### WHAT TO DO
Copy each line below in which the string "number" occurs.

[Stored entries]
········

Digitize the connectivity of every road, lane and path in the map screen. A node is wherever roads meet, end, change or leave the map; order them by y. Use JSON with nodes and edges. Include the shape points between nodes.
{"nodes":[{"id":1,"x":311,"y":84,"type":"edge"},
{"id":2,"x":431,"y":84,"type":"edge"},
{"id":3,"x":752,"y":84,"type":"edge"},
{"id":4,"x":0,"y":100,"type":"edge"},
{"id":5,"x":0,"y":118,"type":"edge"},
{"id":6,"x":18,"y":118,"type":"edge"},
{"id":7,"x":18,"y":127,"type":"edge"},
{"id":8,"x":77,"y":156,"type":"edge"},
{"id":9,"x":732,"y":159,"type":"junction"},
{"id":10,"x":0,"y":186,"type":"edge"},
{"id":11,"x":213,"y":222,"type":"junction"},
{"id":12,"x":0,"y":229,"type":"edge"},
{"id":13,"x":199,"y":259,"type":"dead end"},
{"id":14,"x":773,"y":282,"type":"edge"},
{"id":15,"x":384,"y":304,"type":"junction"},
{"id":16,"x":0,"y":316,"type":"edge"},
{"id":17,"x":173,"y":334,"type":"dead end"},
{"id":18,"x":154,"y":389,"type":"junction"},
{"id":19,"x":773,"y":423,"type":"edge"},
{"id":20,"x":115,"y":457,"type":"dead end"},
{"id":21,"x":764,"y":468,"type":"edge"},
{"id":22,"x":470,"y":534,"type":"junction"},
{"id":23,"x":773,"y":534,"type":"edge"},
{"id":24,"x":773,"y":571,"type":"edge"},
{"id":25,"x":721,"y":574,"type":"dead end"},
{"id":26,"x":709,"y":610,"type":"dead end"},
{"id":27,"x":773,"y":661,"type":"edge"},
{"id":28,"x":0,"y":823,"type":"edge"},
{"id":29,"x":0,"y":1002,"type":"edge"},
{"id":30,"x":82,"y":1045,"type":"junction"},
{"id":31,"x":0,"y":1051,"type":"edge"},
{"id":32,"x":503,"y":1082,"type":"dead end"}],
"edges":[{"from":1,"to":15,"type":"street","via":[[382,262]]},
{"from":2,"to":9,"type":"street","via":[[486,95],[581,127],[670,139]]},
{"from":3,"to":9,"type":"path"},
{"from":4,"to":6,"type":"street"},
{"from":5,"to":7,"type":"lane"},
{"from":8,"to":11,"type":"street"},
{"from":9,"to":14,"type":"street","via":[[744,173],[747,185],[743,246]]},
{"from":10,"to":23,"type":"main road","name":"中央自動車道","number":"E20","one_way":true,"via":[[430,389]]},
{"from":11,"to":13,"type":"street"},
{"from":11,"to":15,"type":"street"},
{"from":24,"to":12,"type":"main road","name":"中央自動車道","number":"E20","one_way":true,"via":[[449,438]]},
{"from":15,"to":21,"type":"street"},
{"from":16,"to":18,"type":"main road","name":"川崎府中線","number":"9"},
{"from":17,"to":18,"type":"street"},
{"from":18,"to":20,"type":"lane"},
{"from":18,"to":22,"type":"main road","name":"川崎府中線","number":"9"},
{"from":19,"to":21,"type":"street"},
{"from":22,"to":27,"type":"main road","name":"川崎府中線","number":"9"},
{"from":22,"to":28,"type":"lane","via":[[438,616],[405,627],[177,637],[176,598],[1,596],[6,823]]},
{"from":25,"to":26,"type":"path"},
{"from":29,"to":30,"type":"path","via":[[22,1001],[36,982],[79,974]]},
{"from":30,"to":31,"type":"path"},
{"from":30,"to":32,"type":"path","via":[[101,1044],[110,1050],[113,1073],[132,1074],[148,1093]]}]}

········

### WRITTEN REPLY
{"from":10,"to":23,"type":"main road","name":"中央自動車道","number":"E20","one_way":true,"via":[[430,389]]},
{"from":24,"to":12,"type":"main road","name":"中央自動車道","number":"E20","one_way":true,"via":[[449,438]]},
{"from":16,"to":18,"type":"main road","name":"川崎府中線","number":"9"},
{"from":18,"to":22,"type":"main road","name":"川崎府中線","number":"9"},
{"from":22,"to":27,"type":"main road","name":"川崎府中線","number":"9"},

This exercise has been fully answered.